Chłopcy śmigali dziewczyny dyngowały
Choć kultywujemy świąteczne tradycje, to o wielu zwyczajach już nie pamiętamy. Przypominają je pracownicy muzeum.
– W Wielką Środę, gdy gospodyni szła do obory wydoić krowę, zabierała ze sobą chustkę albo szal. Po to, żeby zasłonić zwierzęciu oczy. Wierzono, że jeżeli krowie padnie światło między oczy, to zmądrzeje i przestanie dawać mleko – opowiadała Aniela Marosz z rybnickiego Muzeum.
Słuchaczami byli wychowankowie z Przedszkola nr 3, którzy przyszli na lekcję muzealną poświęconą dawnym zwyczajom świątecznym. – Od środy popielcowej zaczynał się Wielki Post. Wiadomo było, że w tym czasie na obiad będzie codziennie żur z ziemniakami.
Aż do Wielkiej Nocy nie wolno było jeść ani mięsa, ani kiełbasy.

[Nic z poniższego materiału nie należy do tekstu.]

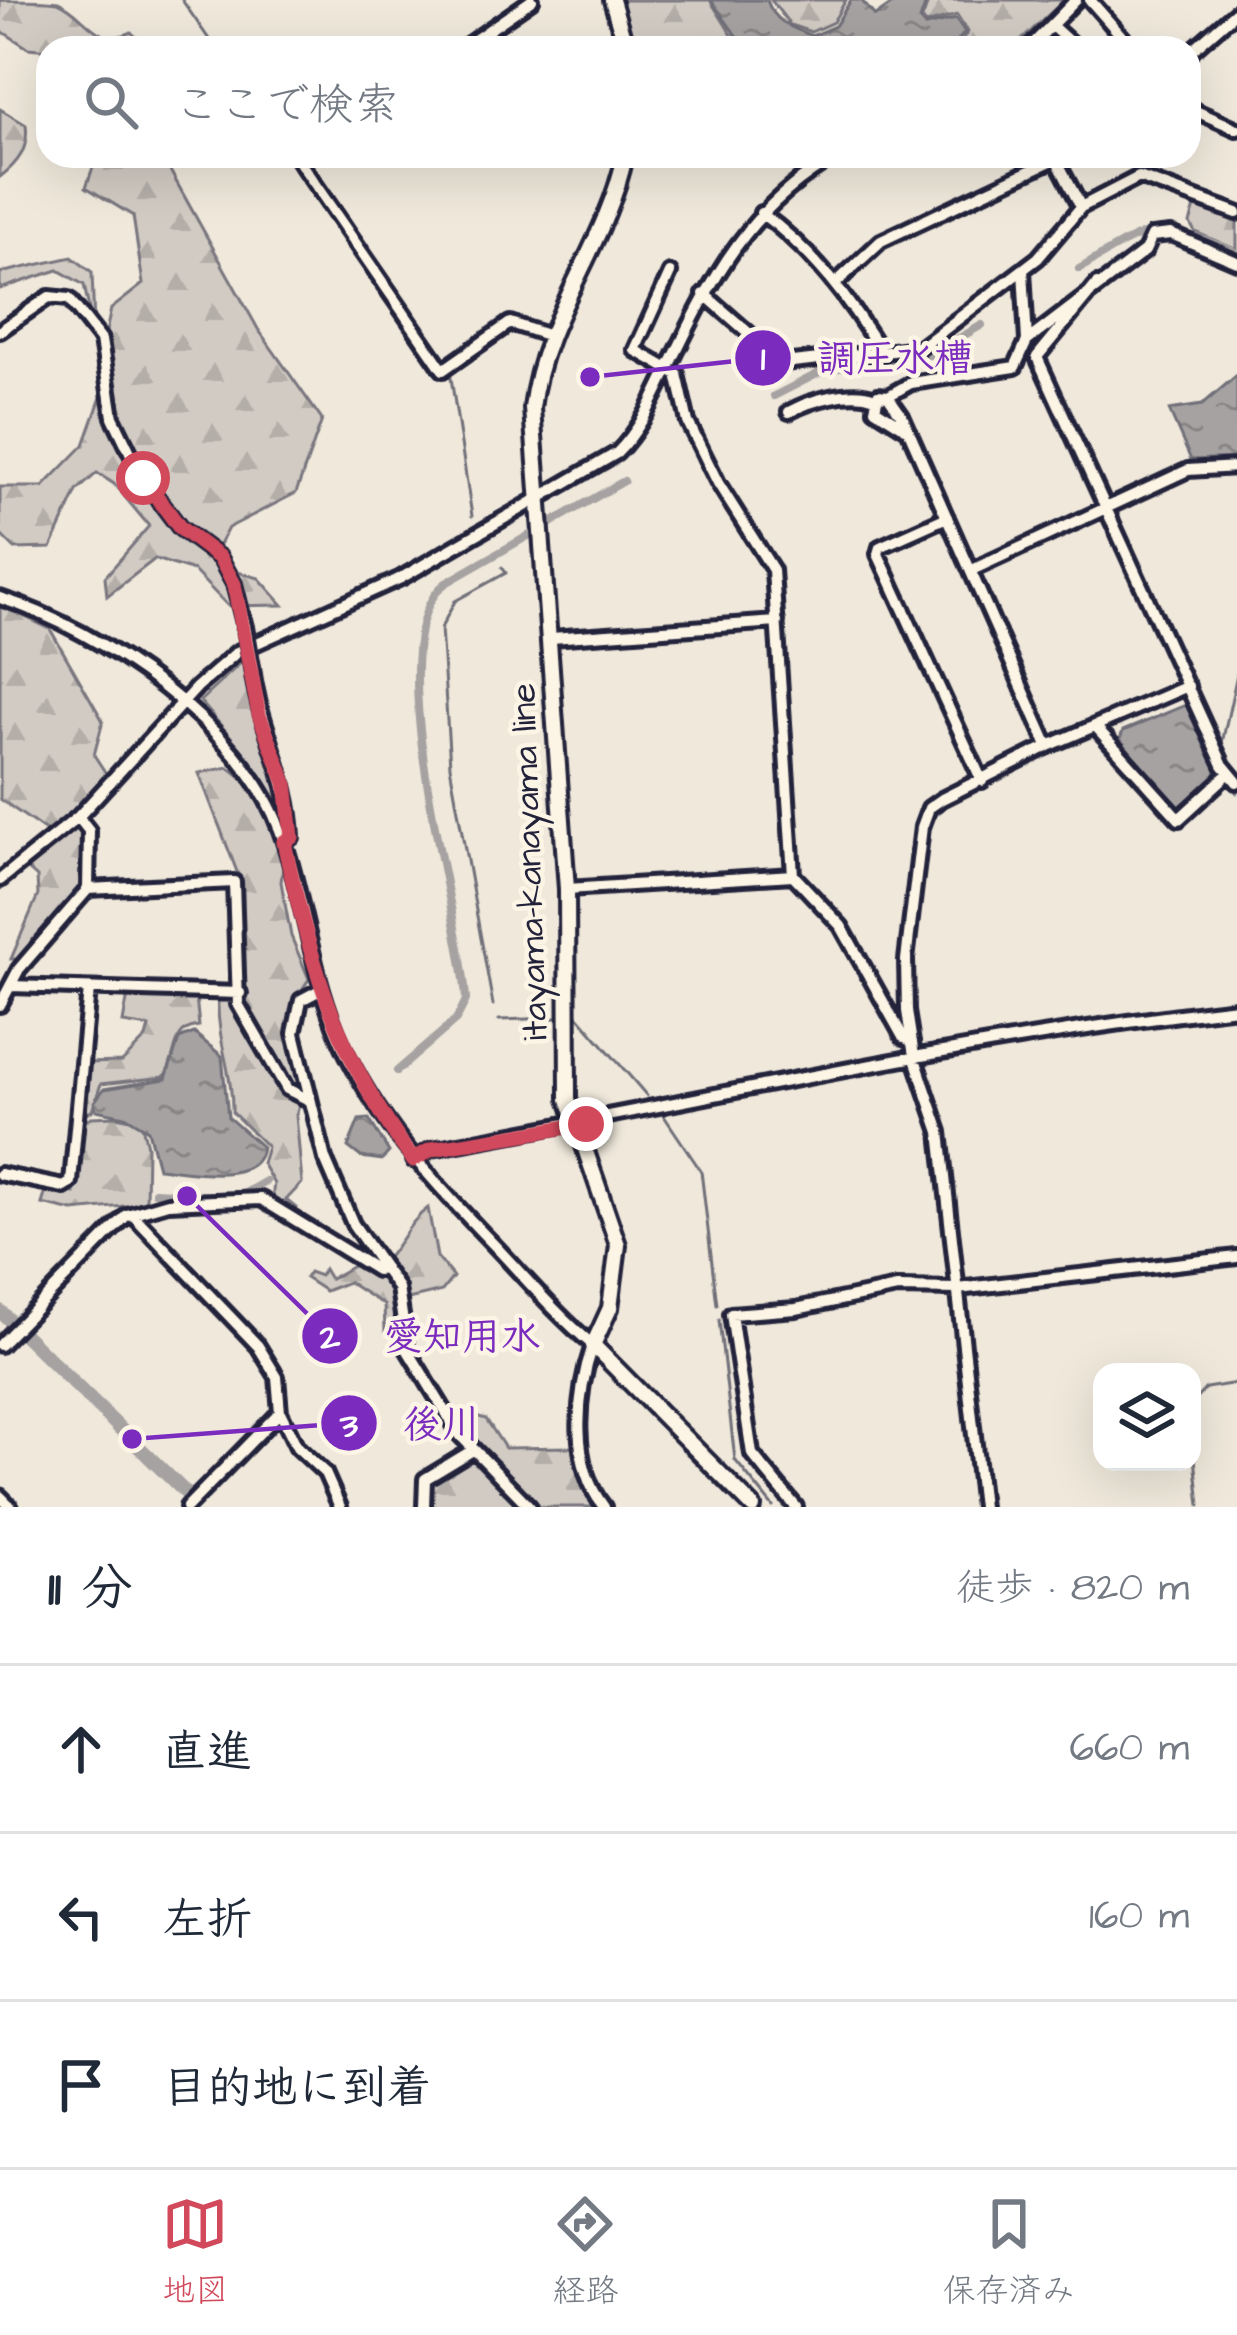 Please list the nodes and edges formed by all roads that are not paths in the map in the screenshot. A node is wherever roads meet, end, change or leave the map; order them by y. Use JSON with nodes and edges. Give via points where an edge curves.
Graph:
{"nodes":[{"id":1,"x":532,"y":0,"type":"edge"},
{"id":2,"x":611,"y":0,"type":"edge"},
{"id":3,"x":1076,"y":0,"type":"edge"},
{"id":4,"x":1090,"y":0,"type":"edge"},
{"id":5,"x":1237,"y":11,"type":"edge"},
{"id":6,"x":1053,"y":27,"type":"junction"},
{"id":7,"x":480,"y":36,"type":"edge"},
{"id":8,"x":622,"y":36,"type":"edge"},
{"id":9,"x":1043,"y":36,"type":"edge"},
{"id":10,"x":1063,"y":36,"type":"edge"},
{"id":11,"x":1122,"y":36,"type":"edge"},
{"id":12,"x":1201,"y":42,"type":"edge"},
{"id":13,"x":1201,"y":113,"type":"edge"},
{"id":14,"x":1237,"y":129,"type":"edge"},
{"id":15,"x":304,"y":168,"type":"edge"},
{"id":16,"x":621,"y":168,"type":"edge"},
{"id":17,"x":818,"y":168,"type":"edge"},
{"id":18,"x":1034,"y":168,"type":"edge"},
{"id":19,"x":1060,"y":168,"type":"edge"},
{"id":20,"x":1081,"y":207,"type":"junction"},
{"id":21,"x":761,"y":213,"type":"junction"},
{"id":22,"x":1237,"y":213,"type":"edge"},
{"id":23,"x":1237,"y":262,"type":"edge"},
{"id":24,"x":1023,"y":270,"type":"junction"},
{"id":25,"x":670,"y":273,"type":"dead end"},
{"id":26,"x":836,"y":283,"type":"junction"},
{"id":27,"x":1097,"y":284,"type":"junction"},
{"id":28,"x":704,"y":294,"type":"junction"},
{"id":29,"x":0,"y":331,"type":"edge"},
{"id":30,"x":547,"y":335,"type":"junction"},
{"id":31,"x":1027,"y":341,"type":"junction"},
{"id":32,"x":883,"y":355,"type":"junction"},
{"id":33,"x":668,"y":368,"type":"junction"},
{"id":34,"x":881,"y":397,"type":"junction"},
{"id":35,"x":789,"y":412,"type":"dead end"},
{"id":36,"x":1237,"y":467,"type":"edge"},
{"id":37,"x":541,"y":498,"type":"junction"},
{"id":38,"x":1106,"y":508,"type":"junction"},
{"id":39,"x":947,"y":517,"type":"junction"},
{"id":40,"x":972,"y":571,"type":"junction"},
{"id":41,"x":0,"y":598,"type":"edge"},
{"id":42,"x":777,"y":622,"type":"junction"},
{"id":43,"x":551,"y":638,"type":"junction"},
{"id":44,"x":1188,"y":686,"type":"junction"},
{"id":45,"x":183,"y":704,"type":"junction"},
{"id":46,"x":1097,"y":728,"type":"junction"},
{"id":47,"x":1048,"y":746,"type":"junction"},
{"id":48,"x":1232,"y":778,"type":"edge"},
{"id":49,"x":982,"y":781,"type":"junction"},
{"id":50,"x":78,"y":817,"type":"junction"},
{"id":51,"x":284,"y":842,"type":"junction"},
{"id":52,"x":793,"y":875,"type":"junction"},
{"id":53,"x":0,"y":880,"type":"edge"},
{"id":54,"x":88,"y":890,"type":"junction"},
{"id":55,"x":567,"y":890,"type":"junction"},
{"id":56,"x":10,"y":986,"type":"junction"},
{"id":57,"x":89,"y":989,"type":"junction"},
{"id":58,"x":320,"y":991,"type":"junction"},
{"id":59,"x":240,"y":993,"type":"junction"},
{"id":60,"x":0,"y":1005,"type":"edge"},
{"id":61,"x":1237,"y":1008,"type":"edge"},
{"id":62,"x":912,"y":1042,"type":"junction"},
{"id":63,"x":914,"y":1056,"type":"junction"},
{"id":64,"x":309,"y":1100,"type":"junction"},
{"id":65,"x":573,"y":1125,"type":"junction"},
{"id":66,"x":413,"y":1160,"type":"junction"},
{"id":67,"x":0,"y":1174,"type":"edge"},
{"id":68,"x":131,"y":1214,"type":"junction"},
{"id":69,"x":1237,"y":1257,"type":"edge"},
{"id":70,"x":385,"y":1269,"type":"junction"},
{"id":71,"x":958,"y":1289,"type":"junction"},
{"id":72,"x":593,"y":1345,"type":"junction"},
{"id":73,"x":0,"y":1346,"type":"edge"},
{"id":74,"x":280,"y":1412,"type":"junction"},
{"id":75,"x":472,"y":1450,"type":"junction"},
{"id":76,"x":188,"y":1507,"type":"edge"},
{"id":77,"x":340,"y":1507,"type":"edge"},
{"id":78,"x":424,"y":1507,"type":"edge"},
{"id":79,"x":530,"y":1507,"type":"edge"},
{"id":80,"x":604,"y":1507,"type":"edge"},
{"id":81,"x":753,"y":1507,"type":"edge"},
{"id":82,"x":796,"y":1507,"type":"edge"},
{"id":83,"x":982,"y":1507,"type":"edge"}],
"edges":[{"from":1,"to":7,"type":"street"},
{"from":2,"to":8,"type":"main road"},
{"from":3,"to":6,"type":"street"},
{"from":4,"to":11,"type":"street"},
{"from":5,"to":12,"type":"street"},
{"from":6,"to":9,"type":"street"},
{"from":6,"to":10,"type":"street"},
{"from":13,"to":14,"type":"street"},
{"from":15,"to":30,"type":"street","via":[[443,370],[510,323]]},
{"from":16,"to":30,"type":"main road","name":"itayama-kanayama line","via":[[602,227]]},
{"from":17,"to":21,"type":"street"},
{"from":18,"to":26,"type":"street","via":[[881,241]]},
{"from":19,"to":20,"type":"street"},
{"from":20,"to":22,"type":"street","via":[[1145,176]]},
{"from":20,"to":24,"type":"street"},
{"from":21,"to":26,"type":"street"},
{"from":21,"to":28,"type":"street"},
{"from":23,"to":27,"type":"street","via":[[1180,237],[1153,236],[1145,251]]},
{"from":24,"to":31,"type":"street"},
{"from":24,"to":32,"type":"street","via":[[926,344]]},
{"from":25,"to":33,"type":"street","via":[[635,350]]},
{"from":26,"to":32,"type":"street"},
{"from":27,"to":31,"type":"street"},
{"from":27,"to":38,"type":"street","via":[[1037,357]]},
{"from":28,"to":32,"type":"street","via":[[783,363]]},
{"from":28,"to":33,"type":"street"},
{"from":29,"to":51,"type":"street","bridge":true,"via":[[53,296],[73,304],[101,340],[113,416],[143,478],[180,528],[220,558],[234,584],[259,715],[286,783],[292,837]]},
{"from":30,"to":37,"type":"main road","name":"itayama-kanayama line","via":[[532,408]]},
{"from":31,"to":34,"type":"street","via":[[1015,367],[902,385]]},
{"from":33,"to":37,"type":"street","via":[[624,445]]},
{"from":33,"to":42,"type":"street","via":[[718,483],[773,570]]},
{"from":34,"to":35,"type":"street","via":[[808,402]]},
{"from":34,"to":39,"type":"street","via":[[877,412],[907,429]]},
{"from":36,"to":38,"type":"street","via":[[1188,470]]},
{"from":37,"to":43,"type":"main road","name":"itayama-kanayama line"},
{"from":37,"to":45,"type":"street","via":[[371,594],[256,640]]},
{"from":38,"to":40,"type":"street"},
{"from":38,"to":44,"type":"street"},
{"from":39,"to":40,"type":"street"},
{"from":39,"to":49,"type":"street","via":[[878,554]]},
{"from":40,"to":47,"type":"street"},
{"from":41,"to":45,"type":"street","via":[[90,639]]},
{"from":42,"to":43,"type":"street"},
{"from":42,"to":52,"type":"street"},
{"from":43,"to":55,"type":"main road","name":"itayama-kanayama line"},
{"from":44,"to":46,"type":"street"},
{"from":44,"to":48,"type":"street"},
{"from":45,"to":50,"type":"street"},
{"from":45,"to":51,"type":"street","via":[[240,760]]},
{"from":46,"to":47,"type":"street"},
{"from":46,"to":48,"type":"street","via":[[1179,819]]},
{"from":47,"to":49,"type":"street"},
{"from":49,"to":62,"type":"street","via":[[933,805],[922,826],[906,960]]},
{"from":50,"to":53,"type":"street"},
{"from":50,"to":54,"type":"street","via":[[89,831]]},
{"from":51,"to":58,"type":"street"},
{"from":52,"to":55,"type":"street"},
{"from":52,"to":62,"type":"street","via":[[841,926]]},
{"from":54,"to":56,"type":"street"},
{"from":54,"to":59,"type":"street","via":[[234,882]]},
{"from":55,"to":65,"type":"main road","name":"itayama-kanayama line"},
{"from":56,"to":57,"type":"street"},
{"from":56,"to":60,"type":"street"},
{"from":57,"to":59,"type":"street"},
{"from":57,"to":67,"type":"street","via":[[71,1182]]},
{"from":58,"to":64,"type":"street","via":[[301,1000],[295,1017]]},
{"from":58,"to":66,"type":"street","via":[[364,1087]]},
{"from":59,"to":64,"type":"street","via":[[242,1014],[287,1089]]},
{"from":61,"to":63,"type":"street"},
{"from":62,"to":63,"type":"street"},
{"from":63,"to":65,"type":"street"},
{"from":63,"to":71,"type":"street","via":[[940,1132]]},
{"from":64,"to":70,"type":"street","via":[[353,1225]]},
{"from":65,"to":66,"type":"street","via":[[432,1149]]},
{"from":65,"to":72,"type":"main road","name":"itayama-kanayama line","via":[[618,1245],[618,1276]]},
{"from":66,"to":72,"type":"street"},
{"from":68,"to":70,"type":"street","via":[[168,1203],[261,1199]]},
{"from":68,"to":73,"type":"street"},
{"from":68,"to":74,"type":"street","via":[[259,1346],[277,1378]]},
{"from":69,"to":71,"type":"street"},
{"from":70,"to":75,"type":"street","via":[[400,1294],[407,1349]]},
{"from":71,"to":82,"type":"street","via":[[897,1288],[796,1310],[731,1314],[752,1454]]},
{"from":71,"to":83,"type":"street"},
{"from":72,"to":80,"type":"street","via":[[580,1450],[586,1481]]},
{"from":72,"to":81,"type":"main road"},
{"from":74,"to":76,"type":"street"},
{"from":74,"to":77,"type":"street"},
{"from":75,"to":78,"type":"street","via":[[425,1479]]},
{"from":75,"to":79,"type":"street"}]}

Kto nie przestrzegał postu, wybijano mu za karę dwa przednie zęby – mówiła Marosz, uspakajając jednak dzieci, że najmłodszych post nie obowiązywał.
Palma strzegła przed złem
Potem, w czwartą niedzielę postu przygotowywano dwie słomiane kukły: marzannę i marzanioka, które topiono w rzece. W ten sposób żegnano się z zimą. – Jak się pożegnało z zimą to trzeba było wprowadzić wiosnę. Symbolizował ją „goik”, „gaik” lub „maik”. Była to mała choineczka przymocowana do drążka i udekorowana kolorowymi wstążkami z papieru albo wydmuszkami. Najbardziej zasłużona osoba niosła go znad rzeki, po czym wbijano ją na środku wioski. Ostatnia niedziela przed Wielkanocą to tradycyjnie Niedziela Palmowa. – Jak ludzie wracali z kościoła z poświęconymi palemkami, to zatykali je za framugę drzwi, za krzyż lub święty obraz. Miała ona strzec przed wszelkim złem, głodem, chorobami, pożarem. Palemki zatykano także za wrota obory czy stajni – usłyszały przedszkolaki.
Żebyś mi dobrze rosła
W Wielki Czwartek w każdym ogrodzie można było zobaczyć gospodarza jak potrząsał drzewami i z nimi rozmawiał. – Podchodził na przykład do jabłonki i mówił: no jabłonko, żebyś mi dobrze rosła i dała dużo jabłek, bo inaczej cię zetnę – opowiadała Marosz. Z kolei w Wielki Piątek każdy musiał wstać przed wschodem słońca i umyć się w rzece, co miało zapewnić zdrowie. Myto także zwierzęta. – Jak kura zniosła w Wielki Piątek jajko, to nikt go nie jadł. Bo ono miało moc gaszenia pożarów. Zaś masło zrobione w maselnicy miało moc leczniczą – usłyszały przedszkolaki. W Wielką Sobotę, podobnie jak i dzisiaj, szło się do kościoła ze święconką. Kiedyś to ksiądz przychodził do domu, by poświęcić całe jedzenie. Potem wierni chodzili z koszyczkami, w których musiały być: chleb, sól, kiełbasa, chrzan i baranek cukrowy lub z ciasta. – Jak wracano ze święconką, to nie wolno było się obejrzeć za siebie, bo mogło to przynieść pecha – wspomniała kustosz muzeum.
Śmigali po nogach gałązkami
Wielkanocne śniadanie poprzedza zwyczaj dzielenia się jajkiem. – Pamiętajcie, że nie wolno zostawiać dużych kawałków skorupek. Kiedyś wierzono, że na taką skorupkę może przyfrunąć czarownica i zrobić psikusa. Wszystkie skorupki po jajkach trzeba było dokładnie rozgnieść i najlepiej zakopać – słuchały przedszkolaki, które nie były pewne, skąd z kolei wzięła się nazwa „Śmigus Dyngus”. Podobnie jak i dzisiaj, w Lany Poniedziałek panny czekał mokry dzień. – Chłopcy polewali dziewczyny wodą z wiader i śmigali po nogach gałązkami. Stąd w nazwie „śmigus”. Te zaś chciały się wykupić i dawały chłopcom jajka. Wykupywać to inaczej „dyngować”. Dlatego też mamy Śmigus Dyngus – wyjaśniła zagadkę Marosz. Święta kończyły zabawy. Jedna z nich polegała na uderzaniu dwóch jajek. Czyje pękło, ten przegrywał. Bawiono się także w kulanie jajek z górki. Czyje dokulało się dalej i nie pękło, ten zostawał zwycięzcą. Sęk w tym, że do zbaw tych używano surowych jajek.